Zora Neal Hurston was born in Notasulga, Alabama, On January 7, 1891, where her father grew up, and he grandfather was a preacher of a Baptist church. When she was three, she moved to Eatonville, Florida which it was one of the first all-black towns to be incorporated in the United States. Hurston always felt that Eatonville was here “home” and she claimed it has her birthplace. Her father became mayor of the town in  1897. Hurston glorified Eatonville in her novels as a place where African-Americans could live independent of white society. A school teacher gave Zora numerous books that opened her mind to literature. In 1928 there is an essay on her experiences growing up in Eatonville called “How It Feels to Be Colored Me.”
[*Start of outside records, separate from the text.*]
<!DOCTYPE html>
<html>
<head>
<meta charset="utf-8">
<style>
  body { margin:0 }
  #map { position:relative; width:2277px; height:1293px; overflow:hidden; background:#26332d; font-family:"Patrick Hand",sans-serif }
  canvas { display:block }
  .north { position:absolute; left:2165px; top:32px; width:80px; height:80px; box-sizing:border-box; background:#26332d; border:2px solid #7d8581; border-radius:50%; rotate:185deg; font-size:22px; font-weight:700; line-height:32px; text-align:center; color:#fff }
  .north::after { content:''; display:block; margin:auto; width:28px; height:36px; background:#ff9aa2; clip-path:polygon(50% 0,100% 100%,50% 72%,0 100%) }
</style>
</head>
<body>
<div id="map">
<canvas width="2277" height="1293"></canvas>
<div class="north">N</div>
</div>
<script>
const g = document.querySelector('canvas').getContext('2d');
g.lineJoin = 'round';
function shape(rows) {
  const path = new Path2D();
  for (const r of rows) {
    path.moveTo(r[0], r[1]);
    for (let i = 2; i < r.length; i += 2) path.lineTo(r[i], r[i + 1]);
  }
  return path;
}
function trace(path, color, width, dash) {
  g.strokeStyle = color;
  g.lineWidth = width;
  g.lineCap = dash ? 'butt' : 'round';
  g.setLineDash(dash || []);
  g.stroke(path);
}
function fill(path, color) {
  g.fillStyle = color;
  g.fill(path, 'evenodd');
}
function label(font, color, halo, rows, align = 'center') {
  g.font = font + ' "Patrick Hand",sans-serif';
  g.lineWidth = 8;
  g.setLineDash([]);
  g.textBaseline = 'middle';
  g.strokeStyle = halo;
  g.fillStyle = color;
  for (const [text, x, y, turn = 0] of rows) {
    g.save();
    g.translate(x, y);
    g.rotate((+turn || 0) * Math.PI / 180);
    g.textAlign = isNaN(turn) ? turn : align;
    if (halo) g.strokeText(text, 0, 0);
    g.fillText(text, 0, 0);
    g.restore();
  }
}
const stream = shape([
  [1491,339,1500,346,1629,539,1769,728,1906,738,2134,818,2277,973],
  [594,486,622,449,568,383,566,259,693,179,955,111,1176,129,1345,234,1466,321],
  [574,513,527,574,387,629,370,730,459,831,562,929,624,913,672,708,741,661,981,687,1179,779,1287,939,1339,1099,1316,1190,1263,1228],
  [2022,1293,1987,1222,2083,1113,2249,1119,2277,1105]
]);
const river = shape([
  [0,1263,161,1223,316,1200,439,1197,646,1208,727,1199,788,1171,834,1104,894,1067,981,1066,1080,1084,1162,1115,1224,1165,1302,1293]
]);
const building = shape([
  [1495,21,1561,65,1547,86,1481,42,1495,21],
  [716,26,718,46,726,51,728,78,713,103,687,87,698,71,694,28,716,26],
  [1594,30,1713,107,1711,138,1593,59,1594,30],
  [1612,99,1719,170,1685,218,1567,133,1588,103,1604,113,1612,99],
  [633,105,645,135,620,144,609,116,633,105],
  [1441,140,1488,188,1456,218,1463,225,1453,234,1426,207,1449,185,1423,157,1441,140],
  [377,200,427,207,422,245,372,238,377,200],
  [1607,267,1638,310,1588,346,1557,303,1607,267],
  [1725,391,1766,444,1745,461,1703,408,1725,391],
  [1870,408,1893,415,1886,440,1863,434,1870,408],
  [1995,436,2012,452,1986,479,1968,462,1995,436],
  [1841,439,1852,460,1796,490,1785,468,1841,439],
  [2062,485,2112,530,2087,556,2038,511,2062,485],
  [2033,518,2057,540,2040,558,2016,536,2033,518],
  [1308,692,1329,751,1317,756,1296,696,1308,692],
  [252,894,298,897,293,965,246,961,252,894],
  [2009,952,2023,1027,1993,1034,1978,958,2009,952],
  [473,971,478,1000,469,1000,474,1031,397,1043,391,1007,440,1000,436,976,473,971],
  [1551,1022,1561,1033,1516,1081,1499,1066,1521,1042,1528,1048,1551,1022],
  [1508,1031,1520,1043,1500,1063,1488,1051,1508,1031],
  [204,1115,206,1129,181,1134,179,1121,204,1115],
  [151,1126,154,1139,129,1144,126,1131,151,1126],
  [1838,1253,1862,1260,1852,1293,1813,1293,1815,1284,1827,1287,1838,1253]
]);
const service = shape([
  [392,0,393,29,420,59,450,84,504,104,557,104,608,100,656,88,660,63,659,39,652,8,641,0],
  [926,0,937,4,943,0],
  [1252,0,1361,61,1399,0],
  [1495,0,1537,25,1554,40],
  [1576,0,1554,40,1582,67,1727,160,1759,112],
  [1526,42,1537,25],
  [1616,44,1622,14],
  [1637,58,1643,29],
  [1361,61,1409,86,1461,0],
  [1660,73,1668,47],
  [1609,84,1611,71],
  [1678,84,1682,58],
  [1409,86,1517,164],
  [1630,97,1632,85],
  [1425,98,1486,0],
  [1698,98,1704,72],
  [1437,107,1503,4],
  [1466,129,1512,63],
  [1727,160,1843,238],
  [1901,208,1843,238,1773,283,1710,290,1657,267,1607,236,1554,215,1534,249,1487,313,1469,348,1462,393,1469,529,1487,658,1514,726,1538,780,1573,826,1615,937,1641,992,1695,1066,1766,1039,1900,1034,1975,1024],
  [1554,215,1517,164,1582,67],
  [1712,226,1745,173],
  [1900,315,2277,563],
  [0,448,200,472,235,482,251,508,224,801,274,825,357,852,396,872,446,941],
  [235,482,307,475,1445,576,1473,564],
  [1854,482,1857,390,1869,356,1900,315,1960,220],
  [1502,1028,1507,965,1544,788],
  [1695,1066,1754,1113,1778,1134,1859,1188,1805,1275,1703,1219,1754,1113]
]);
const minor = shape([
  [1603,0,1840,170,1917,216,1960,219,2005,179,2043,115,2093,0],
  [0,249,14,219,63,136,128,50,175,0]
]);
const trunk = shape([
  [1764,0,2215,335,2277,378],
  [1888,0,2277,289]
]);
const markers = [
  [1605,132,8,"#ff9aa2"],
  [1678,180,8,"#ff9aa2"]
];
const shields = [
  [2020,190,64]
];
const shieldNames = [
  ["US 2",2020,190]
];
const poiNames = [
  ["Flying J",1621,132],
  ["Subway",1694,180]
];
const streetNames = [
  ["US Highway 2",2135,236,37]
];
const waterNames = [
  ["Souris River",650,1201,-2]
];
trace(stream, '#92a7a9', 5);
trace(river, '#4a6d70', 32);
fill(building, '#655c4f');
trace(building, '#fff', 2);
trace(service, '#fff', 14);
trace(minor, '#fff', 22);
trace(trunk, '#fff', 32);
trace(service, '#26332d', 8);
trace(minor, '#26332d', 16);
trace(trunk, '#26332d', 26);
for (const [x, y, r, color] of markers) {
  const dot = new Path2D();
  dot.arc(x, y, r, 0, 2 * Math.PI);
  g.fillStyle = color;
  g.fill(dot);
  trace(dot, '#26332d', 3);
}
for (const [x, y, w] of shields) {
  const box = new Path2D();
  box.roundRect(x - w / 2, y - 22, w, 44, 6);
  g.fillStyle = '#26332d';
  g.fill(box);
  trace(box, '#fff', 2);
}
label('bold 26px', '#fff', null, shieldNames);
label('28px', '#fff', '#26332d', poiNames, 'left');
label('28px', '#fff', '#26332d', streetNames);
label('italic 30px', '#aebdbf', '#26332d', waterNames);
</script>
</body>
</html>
While exploring some the works by Hurston I came across one of her books titled, “Tell My Horse: Voodoo and Life In Haiti and Jamaica.” This book is based on her accounts with participating in voodoo practices during her visits in the 1930s. This book was particularly interesting to me because my mother is from Jamaica.She would tell me stories of her childhood in Jamaica and some ghost stories and superstitions from Jamaica.

Margaret Mead 

Margaret Mead was born on December 16, 1901, in Philadelphia Pennsylvania. She entered DePauw University in 1919and transferred to Barnard College a year later. She graduated in 1923 and went to graduate school at Colombia University. In 1925 she had many trips to the South Seas where she collected information for her first of her 23 books, “Coming of Age in Samoa.” The text indicates her beliefs in cultural determinism.

I found the book “Coming of Age in Samoa,” in the library. The book is very old, and the pages have turned a yellowish-orange color. This book got into what life and culture are like in Samoa. Just by looking at the table of contents it shows how Mead got in depth with her work.


Learning about these two great anthropologists was very interesting. I enjoyed getting to look into there works and getting to see what they wrote about and studied. Learning about there backgrounds sheds a light on their culture and the culture that they explored.